_Goal of the exercise:_
Go through the material under this sentence. Return every line holding "LOËSTRASSE".
——
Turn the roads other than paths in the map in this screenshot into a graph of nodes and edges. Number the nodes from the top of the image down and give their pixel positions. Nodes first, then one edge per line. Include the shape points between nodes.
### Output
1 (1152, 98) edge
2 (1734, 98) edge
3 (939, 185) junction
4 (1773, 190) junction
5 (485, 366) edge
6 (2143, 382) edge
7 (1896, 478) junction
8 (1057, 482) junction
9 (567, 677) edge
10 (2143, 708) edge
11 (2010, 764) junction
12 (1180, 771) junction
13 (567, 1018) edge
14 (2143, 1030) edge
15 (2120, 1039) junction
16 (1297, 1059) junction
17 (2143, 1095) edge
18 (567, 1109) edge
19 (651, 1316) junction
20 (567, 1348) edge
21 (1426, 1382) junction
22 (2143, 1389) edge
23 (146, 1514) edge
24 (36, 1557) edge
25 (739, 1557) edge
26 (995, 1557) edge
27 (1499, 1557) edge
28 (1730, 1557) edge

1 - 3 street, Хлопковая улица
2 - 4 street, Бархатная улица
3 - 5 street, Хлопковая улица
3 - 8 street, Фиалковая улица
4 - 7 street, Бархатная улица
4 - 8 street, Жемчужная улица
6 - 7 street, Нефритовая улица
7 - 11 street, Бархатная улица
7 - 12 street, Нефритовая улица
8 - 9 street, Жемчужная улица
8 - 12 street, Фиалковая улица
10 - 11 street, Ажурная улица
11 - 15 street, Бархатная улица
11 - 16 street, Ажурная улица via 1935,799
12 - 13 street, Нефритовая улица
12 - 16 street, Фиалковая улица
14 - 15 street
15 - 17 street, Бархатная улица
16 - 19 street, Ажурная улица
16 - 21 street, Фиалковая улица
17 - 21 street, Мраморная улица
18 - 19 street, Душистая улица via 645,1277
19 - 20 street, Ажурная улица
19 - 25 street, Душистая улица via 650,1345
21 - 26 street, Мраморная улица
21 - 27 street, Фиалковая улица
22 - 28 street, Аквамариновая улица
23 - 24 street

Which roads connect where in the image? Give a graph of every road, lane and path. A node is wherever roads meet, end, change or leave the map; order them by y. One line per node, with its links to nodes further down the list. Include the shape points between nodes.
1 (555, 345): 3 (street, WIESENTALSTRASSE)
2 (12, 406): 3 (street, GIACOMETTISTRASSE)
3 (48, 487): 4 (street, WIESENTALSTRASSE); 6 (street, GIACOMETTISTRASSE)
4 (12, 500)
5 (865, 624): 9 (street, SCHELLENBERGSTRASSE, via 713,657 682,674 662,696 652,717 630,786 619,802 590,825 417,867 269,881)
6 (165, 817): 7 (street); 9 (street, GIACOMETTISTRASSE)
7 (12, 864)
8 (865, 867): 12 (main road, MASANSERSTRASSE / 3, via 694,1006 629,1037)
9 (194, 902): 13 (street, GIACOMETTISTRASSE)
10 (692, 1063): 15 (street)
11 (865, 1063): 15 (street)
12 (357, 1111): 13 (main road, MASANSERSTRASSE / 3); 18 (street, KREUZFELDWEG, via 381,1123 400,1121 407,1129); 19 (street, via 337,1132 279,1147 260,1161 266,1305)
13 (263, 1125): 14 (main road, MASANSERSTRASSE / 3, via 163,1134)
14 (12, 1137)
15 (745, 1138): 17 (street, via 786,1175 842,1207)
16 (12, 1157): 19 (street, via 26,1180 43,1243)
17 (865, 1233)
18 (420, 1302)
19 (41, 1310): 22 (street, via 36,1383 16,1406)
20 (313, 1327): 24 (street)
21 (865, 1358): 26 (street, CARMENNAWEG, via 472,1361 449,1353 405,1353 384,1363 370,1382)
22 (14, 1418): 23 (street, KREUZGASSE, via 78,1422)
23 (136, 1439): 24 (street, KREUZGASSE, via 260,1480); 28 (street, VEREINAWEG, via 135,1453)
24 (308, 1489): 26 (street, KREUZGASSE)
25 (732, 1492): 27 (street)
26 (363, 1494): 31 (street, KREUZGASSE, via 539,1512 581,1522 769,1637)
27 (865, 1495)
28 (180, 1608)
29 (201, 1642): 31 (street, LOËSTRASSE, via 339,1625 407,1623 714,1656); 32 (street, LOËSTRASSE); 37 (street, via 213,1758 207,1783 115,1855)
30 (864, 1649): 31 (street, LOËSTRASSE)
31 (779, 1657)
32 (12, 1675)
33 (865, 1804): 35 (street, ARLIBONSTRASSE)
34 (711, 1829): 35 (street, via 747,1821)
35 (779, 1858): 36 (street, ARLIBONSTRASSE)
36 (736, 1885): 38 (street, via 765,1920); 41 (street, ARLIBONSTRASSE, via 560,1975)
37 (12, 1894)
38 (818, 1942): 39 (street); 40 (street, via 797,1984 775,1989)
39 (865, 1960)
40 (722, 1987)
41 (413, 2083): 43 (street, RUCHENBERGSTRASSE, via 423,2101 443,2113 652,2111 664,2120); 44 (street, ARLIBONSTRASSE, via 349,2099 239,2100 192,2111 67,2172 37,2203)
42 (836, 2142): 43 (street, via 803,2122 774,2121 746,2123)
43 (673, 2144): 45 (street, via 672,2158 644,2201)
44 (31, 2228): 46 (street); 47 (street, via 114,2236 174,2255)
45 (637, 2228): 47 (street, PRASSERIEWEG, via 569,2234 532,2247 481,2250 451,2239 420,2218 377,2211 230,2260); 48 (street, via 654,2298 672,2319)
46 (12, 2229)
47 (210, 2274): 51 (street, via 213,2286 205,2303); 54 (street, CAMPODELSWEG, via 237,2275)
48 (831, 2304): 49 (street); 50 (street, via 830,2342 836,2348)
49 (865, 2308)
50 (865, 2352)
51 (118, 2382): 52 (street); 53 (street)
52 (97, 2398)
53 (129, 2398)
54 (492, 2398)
——
_Task result:_
29 (201, 1642): 31 (street, LOËSTRASSE, via 339,1625 407,1623 714,1656); 32 (street, LOËSTRASSE); 37 (street, via 213,1758 207,1783 115,1855)
30 (864, 1649): 31 (street, LOËSTRASSE)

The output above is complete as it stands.